§ **TASK OBJECTIVE**: There is a line containing "ring tip: (673, 589)" in the entries below. Repeat that line and every line after it exactly, and nothing more.

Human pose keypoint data
__________

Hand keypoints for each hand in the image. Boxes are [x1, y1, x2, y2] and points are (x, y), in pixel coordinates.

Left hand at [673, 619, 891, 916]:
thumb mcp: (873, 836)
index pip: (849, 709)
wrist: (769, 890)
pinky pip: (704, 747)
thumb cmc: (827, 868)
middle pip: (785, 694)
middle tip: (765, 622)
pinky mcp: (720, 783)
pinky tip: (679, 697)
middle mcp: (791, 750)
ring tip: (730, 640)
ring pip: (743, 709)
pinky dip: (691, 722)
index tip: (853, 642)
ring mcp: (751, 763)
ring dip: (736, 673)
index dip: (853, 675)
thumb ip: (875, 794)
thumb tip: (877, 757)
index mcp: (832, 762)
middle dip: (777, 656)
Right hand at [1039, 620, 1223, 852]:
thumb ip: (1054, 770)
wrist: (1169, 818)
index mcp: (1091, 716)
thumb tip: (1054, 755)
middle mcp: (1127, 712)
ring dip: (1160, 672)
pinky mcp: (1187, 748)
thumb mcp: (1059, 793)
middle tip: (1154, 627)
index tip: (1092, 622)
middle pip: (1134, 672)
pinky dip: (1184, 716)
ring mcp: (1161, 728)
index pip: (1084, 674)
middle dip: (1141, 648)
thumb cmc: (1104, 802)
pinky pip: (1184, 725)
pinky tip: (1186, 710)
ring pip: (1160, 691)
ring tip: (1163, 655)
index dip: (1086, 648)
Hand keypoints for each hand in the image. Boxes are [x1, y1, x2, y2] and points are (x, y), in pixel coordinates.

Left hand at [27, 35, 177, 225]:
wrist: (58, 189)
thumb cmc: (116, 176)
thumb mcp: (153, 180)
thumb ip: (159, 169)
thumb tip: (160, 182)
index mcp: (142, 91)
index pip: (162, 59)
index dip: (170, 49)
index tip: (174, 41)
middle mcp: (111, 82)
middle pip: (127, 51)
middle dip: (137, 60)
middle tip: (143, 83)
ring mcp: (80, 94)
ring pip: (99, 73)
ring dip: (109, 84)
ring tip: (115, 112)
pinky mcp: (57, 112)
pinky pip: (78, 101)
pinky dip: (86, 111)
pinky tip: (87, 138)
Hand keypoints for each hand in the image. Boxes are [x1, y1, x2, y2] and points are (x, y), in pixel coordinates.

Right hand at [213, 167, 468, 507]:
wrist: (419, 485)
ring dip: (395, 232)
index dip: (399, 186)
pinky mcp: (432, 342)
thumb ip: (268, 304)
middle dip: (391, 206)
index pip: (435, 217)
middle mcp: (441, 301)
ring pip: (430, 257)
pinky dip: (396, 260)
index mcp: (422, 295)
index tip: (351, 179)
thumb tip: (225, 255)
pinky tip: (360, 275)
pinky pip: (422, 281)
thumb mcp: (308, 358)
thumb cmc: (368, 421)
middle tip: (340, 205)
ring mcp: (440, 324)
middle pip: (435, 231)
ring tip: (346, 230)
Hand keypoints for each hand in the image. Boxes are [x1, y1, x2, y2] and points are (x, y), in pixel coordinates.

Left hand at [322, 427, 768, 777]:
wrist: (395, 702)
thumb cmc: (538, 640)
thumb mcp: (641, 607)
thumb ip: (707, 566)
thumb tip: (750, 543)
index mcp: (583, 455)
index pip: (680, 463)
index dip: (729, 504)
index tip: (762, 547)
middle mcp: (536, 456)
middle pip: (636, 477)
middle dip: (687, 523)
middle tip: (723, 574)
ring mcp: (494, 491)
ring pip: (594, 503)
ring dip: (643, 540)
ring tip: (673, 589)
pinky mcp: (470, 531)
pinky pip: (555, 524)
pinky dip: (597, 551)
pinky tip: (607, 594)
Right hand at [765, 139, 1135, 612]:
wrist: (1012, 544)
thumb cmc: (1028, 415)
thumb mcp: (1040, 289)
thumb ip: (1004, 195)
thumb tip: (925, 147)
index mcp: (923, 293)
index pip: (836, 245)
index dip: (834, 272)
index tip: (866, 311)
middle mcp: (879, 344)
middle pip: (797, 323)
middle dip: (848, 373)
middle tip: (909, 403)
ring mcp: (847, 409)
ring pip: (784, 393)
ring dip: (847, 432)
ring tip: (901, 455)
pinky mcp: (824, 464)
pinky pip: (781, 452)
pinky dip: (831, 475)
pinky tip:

__________

§ **SOLUTION TO THE EXERCISE**:
ring tip: (673, 589)
pinky mcp: (470, 531)
pinky pip: (555, 524)
pinky dip: (597, 551)
pinky tip: (607, 594)
Right hand at [765, 139, 1135, 612]:
wrist: (1012, 544)
thumb cmc: (1028, 415)
thumb mcp: (1040, 289)
thumb ip: (1004, 195)
thumb tip: (925, 147)
index mcp: (923, 293)
index pip: (836, 245)
index dip: (834, 272)
index tip: (866, 311)
middle mcp: (879, 344)
middle pip: (797, 323)
middle dip: (848, 373)
middle tip: (909, 403)
ring mcp: (847, 409)
ring pip: (784, 393)
ring dip: (847, 432)
ring tip: (901, 455)
pinky mcp: (824, 464)
pinky pip: (781, 452)
pinky dip: (831, 475)
pinky tip:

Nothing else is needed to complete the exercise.